Like the rest of his teammates, Martin is well aware that manager John Gibbons could be entering the final days of his tenure. They’ve had a terrific relationship, a former catcher and first-round pick whose Major League career never took flight after a home-plate collision in spring training and a 17th-round pick from Canada; a manager who instituted a strict rest program for one of the most used catchers in this decade.

“I like Gibby,” Martin said. “He’s a straight shooter. If he’s got something for you, he’s going to let you know and he’s really easy to play for. All he asks is you go out and play hard, and that’s it.”

So, now another tough question: put yourself in management’s shoes and if you were looking for a replacement, what would you be looking for? Martin, after all, has played for managers such as Jim Tracy, Grady Little, Joe Torre, Joe Girardi, Clint Hurdle and Gibbons. His time with Hurdle was with the Pittsburgh Pirates, a smallish-budget operation that blended together its own youth with shrewd additions and outside-the-box, analytical thinking.

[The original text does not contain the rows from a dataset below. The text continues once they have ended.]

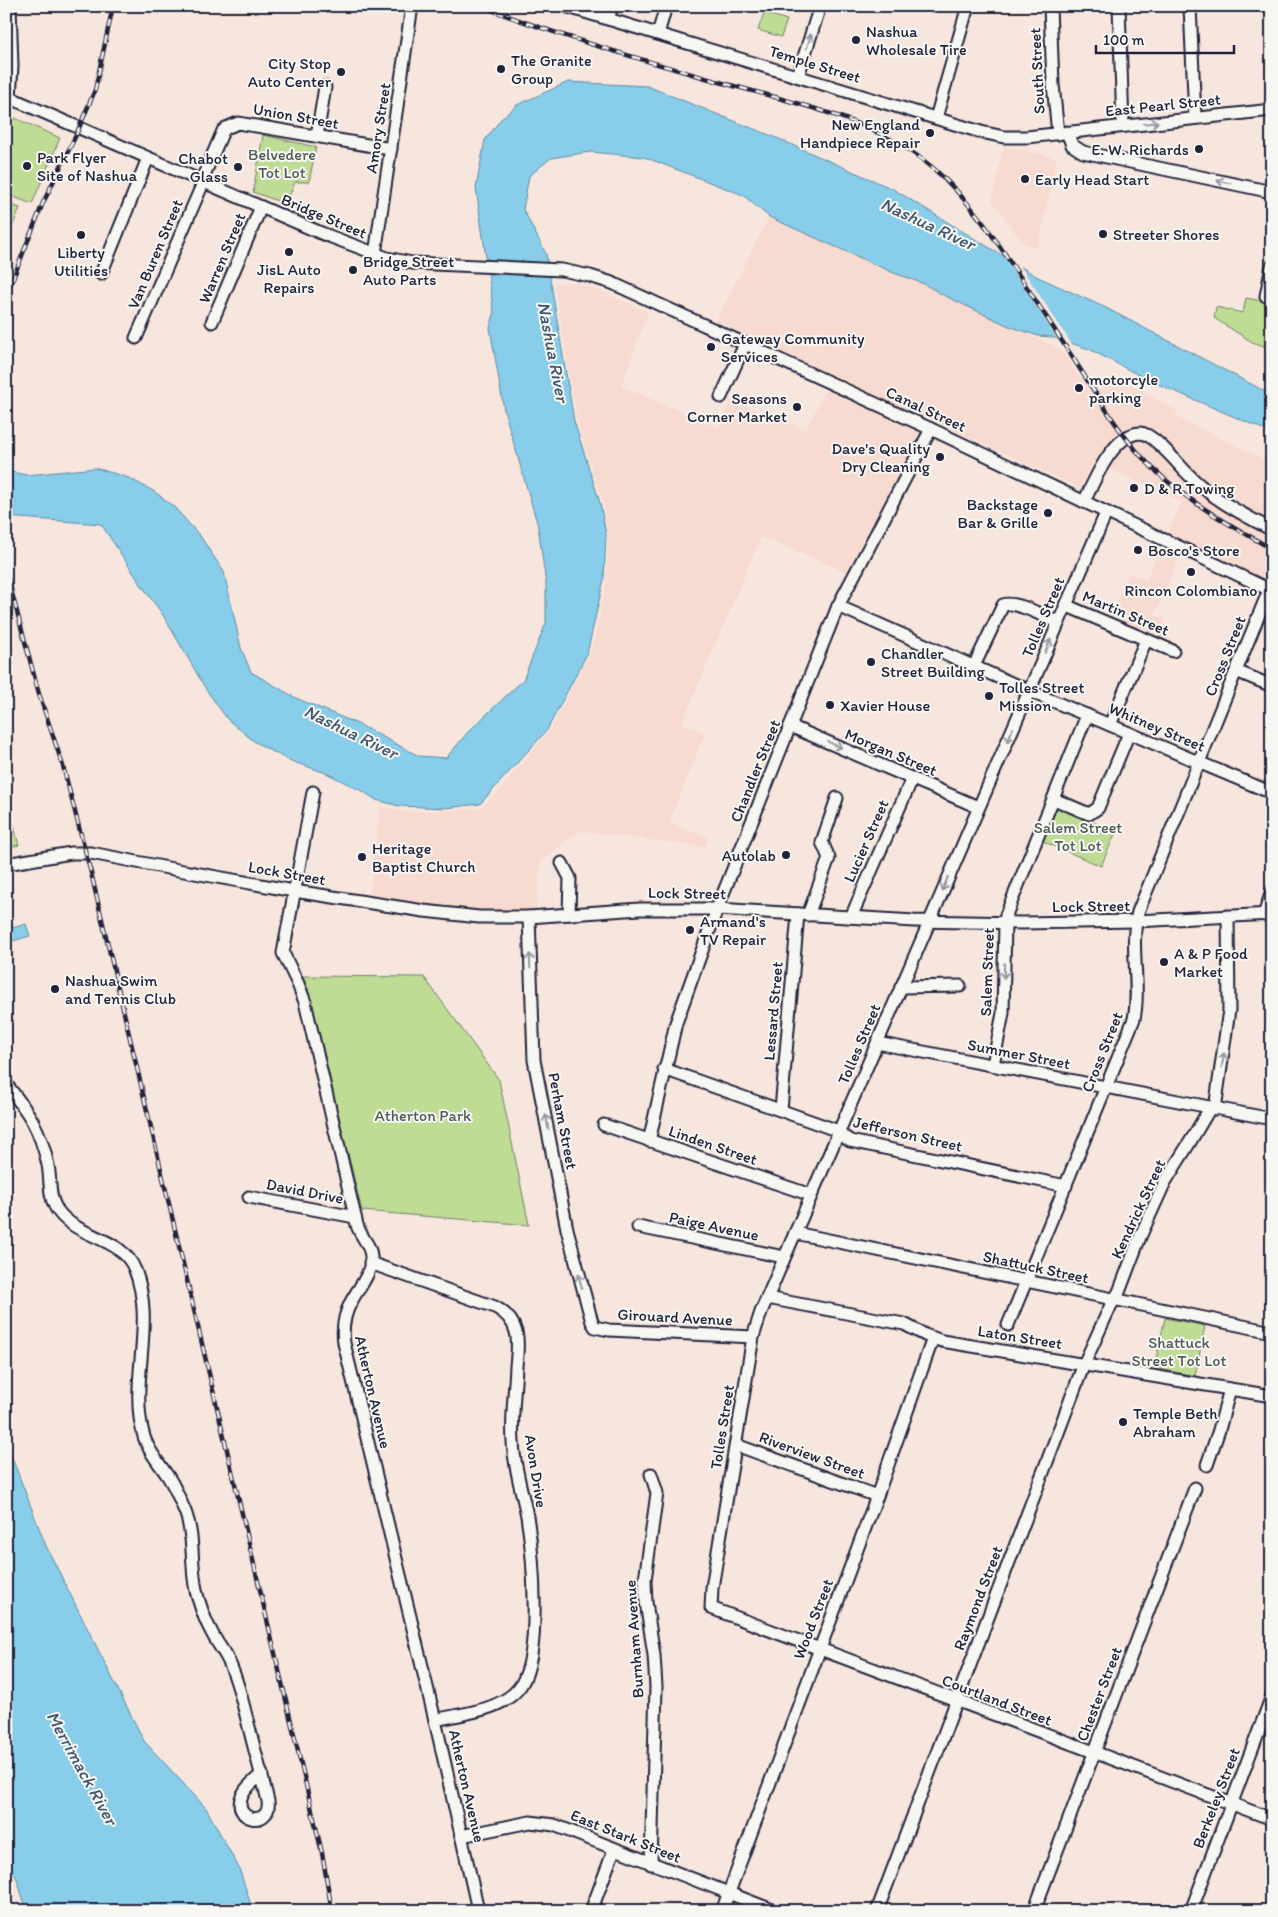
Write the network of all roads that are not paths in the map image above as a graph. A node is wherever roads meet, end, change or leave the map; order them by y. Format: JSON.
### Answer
{"nodes":[{"id":1,"x":10,"y":6,"type":"edge"},
{"id":2,"x":412,"y":6,"type":"edge"},
{"id":3,"x":564,"y":6,"type":"edge"},
{"id":4,"x":612,"y":6,"type":"edge"},
{"id":5,"x":666,"y":6,"type":"edge"},
{"id":6,"x":820,"y":6,"type":"edge"},
{"id":7,"x":968,"y":6,"type":"edge"},
{"id":8,"x":1050,"y":6,"type":"edge"},
{"id":9,"x":1119,"y":6,"type":"edge"},
{"id":10,"x":1190,"y":6,"type":"edge"},
{"id":11,"x":608,"y":19,"type":"junction"},
{"id":12,"x":658,"y":34,"type":"junction"},
{"id":13,"x":798,"y":76,"type":"junction"},
{"id":14,"x":325,"y":87,"type":"dead end"},
{"id":15,"x":8,"y":97,"type":"edge"},
{"id":16,"x":1272,"y":110,"type":"edge"},
{"id":17,"x":936,"y":118,"type":"junction"},
{"id":18,"x":1194,"y":118,"type":"junction"},
{"id":19,"x":1123,"y":126,"type":"junction"},
{"id":20,"x":1062,"y":133,"type":"junction"},
{"id":21,"x":317,"y":136,"type":"junction"},
{"id":22,"x":391,"y":149,"type":"junction"},
{"id":23,"x":148,"y":158,"type":"junction"},
{"id":24,"x":202,"y":182,"type":"junction"},
{"id":25,"x":1272,"y":192,"type":"edge"},
{"id":26,"x":261,"y":207,"type":"junction"},
{"id":27,"x":375,"y":254,"type":"junction"},
{"id":28,"x":1272,"y":266,"type":"edge"},
{"id":29,"x":562,"y":270,"type":"joint"},
{"id":30,"x":101,"y":274,"type":"dead end"},
{"id":31,"x":1269,"y":296,"type":"edge"},
{"id":32,"x":212,"y":322,"type":"dead end"},
{"id":33,"x":136,"y":338,"type":"dead end"},
{"id":34,"x":745,"y":344,"type":"junction"},
{"id":35,"x":721,"y":397,"type":"dead end"},
{"id":36,"x":930,"y":429,"type":"junction"},
{"id":37,"x":1084,"y":502,"type":"junction"},
{"id":38,"x":1106,"y":512,"type":"junction"},
{"id":39,"x":1272,"y":530,"type":"edge"},
{"id":40,"x":1270,"y":590,"type":"edge"},
{"id":41,"x":1065,"y":605,"type":"junction"},
{"id":42,"x":838,"y":606,"type":"junction"},
{"id":43,"x":1057,"y":622,"type":"junction"},
{"id":44,"x":1146,"y":640,"type":"junction"},
{"id":45,"x":1174,"y":651,"type":"dead end"},
{"id":46,"x":974,"y":666,"type":"junction"},
{"id":47,"x":1236,"y":670,"type":"junction"},
{"id":48,"x":1272,"y":686,"type":"edge"},
{"id":49,"x":1029,"y":691,"type":"junction"},
{"id":50,"x":1087,"y":715,"type":"junction"},
{"id":51,"x":1110,"y":725,"type":"junction"},
{"id":52,"x":790,"y":726,"type":"junction"},
{"id":53,"x":1129,"y":733,"type":"junction"},
{"id":54,"x":1198,"y":762,"type":"junction"},
{"id":55,"x":912,"y":779,"type":"junction"},
{"id":56,"x":313,"y":792,"type":"dead end"},
{"id":57,"x":1272,"y":793,"type":"edge"},
{"id":58,"x":837,"y":798,"type":"dead end"},
{"id":59,"x":1054,"y":799,"type":"junction"},
{"id":60,"x":978,"y":807,"type":"junction"},
{"id":61,"x":562,"y":863,"type":"dead end"},
{"id":62,"x":6,"y":864,"type":"edge"},
{"id":63,"x":294,"y":891,"type":"junction"},
{"id":64,"x":1272,"y":891,"type":"edge"},
{"id":65,"x":717,"y":909,"type":"junction"},
{"id":66,"x":569,"y":914,"type":"junction"},
{"id":67,"x":803,"y":914,"type":"junction"},
{"id":68,"x":1268,"y":914,"type":"edge"},
{"id":69,"x":1228,"y":916,"type":"junction"},
{"id":70,"x":529,"y":917,"type":"junction"},
{"id":71,"x":851,"y":917,"type":"junction"},
{"id":72,"x":1136,"y":921,"type":"junction"},
{"id":73,"x":929,"y":922,"type":"junction"},
{"id":74,"x":1004,"y":923,"type":"junction"},
{"id":75,"x":960,"y":986,"type":"dead end"},
{"id":76,"x":900,"y":987,"type":"junction"},
{"id":77,"x":877,"y":1043,"type":"junction"},
{"id":78,"x":993,"y":1065,"type":"junction"},
{"id":79,"x":664,"y":1069,"type":"junction"},
{"id":80,"x":6,"y":1084,"type":"edge"},
{"id":81,"x":1106,"y":1088,"type":"junction"},
{"id":82,"x":1212,"y":1108,"type":"junction"},
{"id":83,"x":781,"y":1110,"type":"junction"},
{"id":84,"x":1272,"y":1119,"type":"edge"},
{"id":85,"x":604,"y":1125,"type":"dead end"},
{"id":86,"x":839,"y":1133,"type":"junction"},
{"id":87,"x":649,"y":1141,"type":"junction"},
{"id":88,"x":1066,"y":1186,"type":"junction"},
{"id":89,"x":811,"y":1195,"type":"junction"},
{"id":90,"x":249,"y":1197,"type":"dead end"},
{"id":91,"x":355,"y":1217,"type":"junction"},
{"id":92,"x":638,"y":1227,"type":"dead end"},
{"id":93,"x":795,"y":1234,"type":"junction"},
{"id":94,"x":784,"y":1257,"type":"junction"},
{"id":95,"x":370,"y":1263,"type":"junction"},
{"id":96,"x":1027,"y":1282,"type":"junction"},
{"id":97,"x":767,"y":1298,"type":"junction"},
{"id":98,"x":1114,"y":1300,"type":"junction"},
{"id":99,"x":1008,"y":1325,"type":"dead end"},
{"id":100,"x":595,"y":1327,"type":"joint"},
{"id":101,"x":1272,"y":1332,"type":"edge"},
{"id":102,"x":753,"y":1337,"type":"junction"},
{"id":103,"x":933,"y":1338,"type":"junction"},
{"id":104,"x":1084,"y":1364,"type":"junction"},
{"id":105,"x":1230,"y":1389,"type":"junction"},
{"id":106,"x":1271,"y":1394,"type":"edge"},
{"id":107,"x":736,"y":1445,"type":"junction"},
{"id":108,"x":1207,"y":1465,"type":"dead end"},
{"id":109,"x":651,"y":1474,"type":"dead end"},
{"id":110,"x":1195,"y":1488,"type":"dead end"},
{"id":111,"x":877,"y":1496,"type":"junction"},
{"id":112,"x":711,"y":1608,"type":"joint"},
{"id":113,"x":818,"y":1650,"type":"junction"},
{"id":114,"x":1272,"y":1696,"type":"edge"},
{"id":115,"x":957,"y":1702,"type":"junction"},
{"id":116,"x":435,"y":1720,"type":"junction"},
{"id":117,"x":1094,"y":1753,"type":"junction"},
{"id":118,"x":262,"y":1774,"type":"dead end"},
{"id":119,"x":1231,"y":1804,"type":"junction"},
{"id":120,"x":1272,"y":1820,"type":"edge"},
{"id":121,"x":461,"y":1836,"type":"junction"},
{"id":122,"x":614,"y":1850,"type":"junction"},
{"id":123,"x":651,"y":1864,"type":"junction"},
{"id":124,"x":729,"y":1893,"type":"junction"},
{"id":125,"x":478,"y":1910,"type":"edge"},
{"id":126,"x":591,"y":1911,"type":"edge"},
{"id":127,"x":722,"y":1911,"type":"edge"},
{"id":128,"x":775,"y":1911,"type":"edge"},
{"id":129,"x":877,"y":1911,"type":"edge"},
{"id":130,"x":1034,"y":1911,"type":"edge"},
{"id":131,"x":1191,"y":1911,"type":"edge"}],
"edges":[{"from":1,"to":15,"type":"street"},
{"from":2,"to":22,"type":"street","name":"Amory Street"},
{"from":3,"to":11,"type":"street","name":"Temple Street"},
{"from":4,"to":11,"type":"street"},
{"from":5,"to":12,"type":"street"},
{"from":13,"to":6,"type":"street","one_way":true},
{"from":7,"to":17,"type":"street"},
{"from":8,"to":20,"type":"street","name":"South Street"},
{"from":9,"to":19,"type":"street"},
{"from":10,"to":18,"type":"street"},
{"from":11,"to":12,"type":"street","name":"Temple Street"},
{"from":12,"to":13,"type":"street","name":"Temple Street"},
{"from":13,"to":17,"type":"street","name":"Temple Street"},
{"from":14,"to":21,"type":"street"},
{"from":15,"to":23,"type":"street","name":"Bridge Street"},
{"from":16,"to":18,"type":"street","name":"East Pearl Street"},
{"from":17,"to":20,"type":"street","name":"Temple Street"},
{"from":19,"to":18,"type":"street","name":"East Pearl Street","one_way":true},
{"from":19,"to":20,"type":"street","name":"East Pearl Street"},
{"from":25,"to":20,"type":"street","one_way":true},
{"from":21,"to":22,"type":"street","name":"Union Street"},
{"from":21,"to":24,"type":"street","name":"Union Street"},
{"from":22,"to":27,"type":"street","name":"Amory Street"},
{"from":23,"to":24,"type":"street","name":"Bridge Street"},
{"from":23,"to":30,"type":"street"},
{"from":24,"to":26,"type":"street","name":"Bridge Street"},
{"from":24,"to":33,"type":"street","name":"Van Buren Street"},
{"from":26,"to":27,"type":"street","name":"Bridge Street"},
{"from":26,"to":32,"type":"street","name":"Warren Street"},
{"from":27,"to":29,"type":"street","name":"Bridge Street"},
{"from":28,"to":31,"type":"street"},
{"from":29,"to":34,"type":"street","name":"Canal Street"},
{"from":34,"to":35,"type":"street"},
{"from":34,"to":36,"type":"street","name":"Canal Street"},
{"from":36,"to":37,"type":"street","name":"Canal Street"},
{"from":36,"to":42,"type":"street","name":"Chandler Street"},
{"from":37,"to":38,"type":"street","name":"Canal Street"},
{"from":37,"to":39,"type":"street"},
{"from":38,"to":40,"type":"street","name":"Canal Street"},
{"from":38,"to":41,"type":"street","name":"Tolles Street"},
{"from":40,"to":47,"type":"street","name":"Cross Street"},
{"from":41,"to":43,"type":"street","name":"Tolles Street"},
{"from":41,"to":44,"type":"street","name":"Martin Street"},
{"from":42,"to":46,"type":"street","name":"Whitney Street"},
{"from":42,"to":52,"type":"street","name":"Chandler Street"},
{"from":43,"to":46,"type":"street"},
{"from":49,"to":43,"type":"street","name":"Tolles Street","one_way":true},
{"from":44,"to":45,"type":"street","name":"Martin Street"},
{"from":44,"to":51,"type":"street"},
{"from":46,"to":49,"type":"street","name":"Whitney Street"},
{"from":47,"to":48,"type":"street"},
{"from":47,"to":54,"type":"street","name":"Cross Street"},
{"from":49,"to":50,"type":"street","name":"Whitney Street"},
{"from":49,"to":60,"type":"street","name":"Tolles Street","one_way":true},
{"from":50,"to":51,"type":"street","name":"Whitney Street"},
{"from":50,"to":59,"type":"street","name":"Salem Street"},
{"from":51,"to":53,"type":"street","name":"Whitney Street"},
{"from":52,"to":55,"type":"street","name":"Morgan Street","one_way":true},
{"from":52,"to":65,"type":"street","name":"Chandler Street"},
{"from":53,"to":54,"type":"street","name":"Whitney Street"},
{"from":53,"to":59,"type":"street"},
{"from":54,"to":57,"type":"street","name":"Whitney Street"},
{"from":54,"to":72,"type":"street","name":"Cross Street"},
{"from":55,"to":60,"type":"street","name":"Morgan Street"},
{"from":55,"to":71,"type":"street","name":"Lucier Street"},
{"from":56,"to":63,"type":"street"},
{"from":58,"to":67,"type":"street","name":"Lessard Street"},
{"from":59,"to":74,"type":"street","name":"Salem Street"},
{"from":60,"to":73,"type":"street","name":"Tolles Street","one_way":true},
{"from":61,"to":66,"type":"street"},
{"from":62,"to":63,"type":"street","name":"Lock Street"},
{"from":63,"to":70,"type":"street","name":"Lock Street"},
{"from":63,"to":91,"type":"street"},
{"from":64,"to":68,"type":"street"},
{"from":65,"to":66,"type":"street","name":"Lock Street"},
{"from":65,"to":67,"type":"street","name":"Lock Street"},
{"from":65,"to":79,"type":"street","name":"Chandler Street"},
{"from":66,"to":70,"type":"street","name":"Lock Street"},
{"from":67,"to":71,"type":"street","name":"Lock Street"},
{"from":67,"to":83,"type":"street","name":"Lessard Street"},
{"from":68,"to":69,"type":"street","name":"Lock Street"},
{"from":69,"to":72,"type":"street","name":"Lock Street"},
{"from":82,"to":69,"type":"street","name":"Kendrick Street","one_way":true},
{"from":100,"to":70,"type":"street","name":"Perham Street","one_way":true},
{"from":71,"to":73,"type":"street","name":"Lock Street"},
{"from":72,"to":74,"type":"street","name":"Lock Street"},
{"from":72,"to":81,"type":"street","name":"Cross Street"},
{"from":73,"to":74,"type":"street","name":"Lock Street"},
{"from":73,"to":76,"type":"street","name":"Tolles Street"},
{"from":74,"to":78,"type":"street","name":"Salem Street","one_way":true},
{"from":75,"to":76,"type":"street"},
{"from":76,"to":77,"type":"street","name":"Tolles Street"},
{"from":77,"to":78,"type":"street","name":"Summer Street"},
{"from":77,"to":86,"type":"street","name":"Tolles Street"},
{"from":78,"to":81,"type":"street","name":"Summer Street"},
{"from":79,"to":83,"type":"street","name":"Jefferson Street"},
{"from":79,"to":87,"type":"street","name":"Chandler Street"},
{"from":80,"to":118,"type":"street"},
{"from":81,"to":82,"type":"street","name":"Summer Street"},
{"from":81,"to":88,"type":"street","name":"Cross Street"},
{"from":82,"to":84,"type":"street","name":"Summer Street"},
{"from":82,"to":98,"type":"street","name":"Kendrick Street"},
{"from":83,"to":86,"type":"street","name":"Jefferson Street"},
{"from":85,"to":87,"type":"street","name":"Linden Street"},
{"from":86,"to":88,"type":"street","name":"Jefferson Street"},
{"from":86,"to":89,"type":"street","name":"Tolles Street"},
{"from":87,"to":89,"type":"street","name":"Linden Street"},
{"from":88,"to":96,"type":"street","name":"Cross Street"},
{"from":89,"to":93,"type":"street","name":"Tolles Street"},
{"from":90,"to":91,"type":"street","name":"David Drive"},
{"from":91,"to":95,"type":"street"},
{"from":92,"to":94,"type":"street","name":"Paige Avenue"},
{"from":93,"to":94,"type":"street","name":"Tolles Street"},
{"from":93,"to":96,"type":"street","name":"Shattuck Street"},
{"from":94,"to":97,"type":"street","name":"Tolles Street"},
{"from":95,"to":116,"type":"street","name":"Atherton Avenue"},
{"from":95,"to":116,"type":"street","name":"Avon Drive"},
{"from":96,"to":98,"type":"street","name":"Shattuck Street"},
{"from":96,"to":99,"type":"street","name":"Cross Street"},
{"from":97,"to":102,"type":"street","name":"Tolles Street"},
{"from":97,"to":103,"type":"street","name":"Laton Street"},
{"from":98,"to":101,"type":"street","name":"Shattuck Street"},
{"from":98,"to":104,"type":"street","name":"Raymond Street"},
{"from":100,"to":102,"type":"street","name":"Girouard Avenue"},
{"from":102,"to":107,"type":"street","name":"Tolles Street"},
{"from":103,"to":104,"type":"street","name":"Laton Street"},
{"from":103,"to":111,"type":"street","name":"Wood Street"},
{"from":104,"to":105,"type":"street","name":"Laton Street"},
{"from":104,"to":115,"type":"street","name":"Raymond Street"},
{"from":105,"to":106,"type":"street","name":"Laton Street"},
{"from":105,"to":108,"type":"street"},
{"from":107,"to":111,"type":"street","name":"Riverview Street"},
{"from":107,"to":112,"type":"street","name":"Tolles Street"},
{"from":109,"to":123,"type":"street","name":"Burnham Avenue"},
{"from":110,"to":117,"type":"street","name":"Chester Street"},
{"from":111,"to":113,"type":"street","name":"Wood Street"},
{"from":112,"to":113,"type":"street","name":"Courtland Street"},
{"from":113,"to":115,"type":"street","name":"Courtland Street"},
{"from":113,"to":124,"type":"street","name":"Wood Street"},
{"from":114,"to":119,"type":"street","name":"Berkeley Street"},
{"from":115,"to":117,"type":"street","name":"Courtland Street"},
{"from":115,"to":129,"type":"street","name":"Raymond Street"},
{"from":116,"to":121,"type":"street","name":"Atherton Avenue"},
{"from":117,"to":119,"type":"street","name":"Courtland Street"},
{"from":117,"to":130,"type":"street","name":"Chester Street"},
{"from":119,"to":120,"type":"street","name":"Courtland Street"},
{"from":119,"to":131,"type":"street","name":"Berkeley Street"},
{"from":121,"to":122,"type":"street","name":"East Stark Street"},
{"from":121,"to":125,"type":"street","name":"Atherton Avenue"},
{"from":122,"to":123,"type":"street","name":"East Stark Street"},
{"from":122,"to":126,"type":"street"},
{"from":123,"to":124,"type":"street","name":"East Stark Street"},
{"from":124,"to":127,"type":"street","name":"Wood Street"},
{"from":124,"to":128,"type":"street","name":"East Stark Street"}]}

“I wish I could answer that,” Martin said – before doing just that. “You just need a good baseball guy. Somebody who understands the game well. But if you were to ask me before this year how would Alex Cora do in Boston I’d say ‘I don’t know?’ If you asked me ‘How will Aaron Boone do in New York?’ I’d say ‘I don’t know.’ I kind of felt like Aaron was going to be a good match because I know him a little bit and he’s such a good energy guy, with a little bit of fight in him, too. He’s one of those guys you don’t mind being around: funny, smart, witty.

“A younger team can relate to him, because he has a good feeling for the younger generation.

“Clint was more vocal than Gibby. He is a very good public speaker. Very organized. You had meetings every series, but you’d also talk about the last series: what we did well as well as what we could have done better.

“There was more structure with Clint than I was used to, but I understood why it worked because it was a younger team and kept everybody in line. Gibby was good at letting veteran guys take care of business. But, man, I look around here now and there’s not a lot of veterans. So, you know, a little bit more structure might be a good thing.”

Is there any way Martin can be this teams catcher again next year? He shrugged. “I’d like it to be a competition and force them to make a decision,” he said, counting down the days until he can return home to full-time fatherhood while trying to find an edge he can no longer take for granted.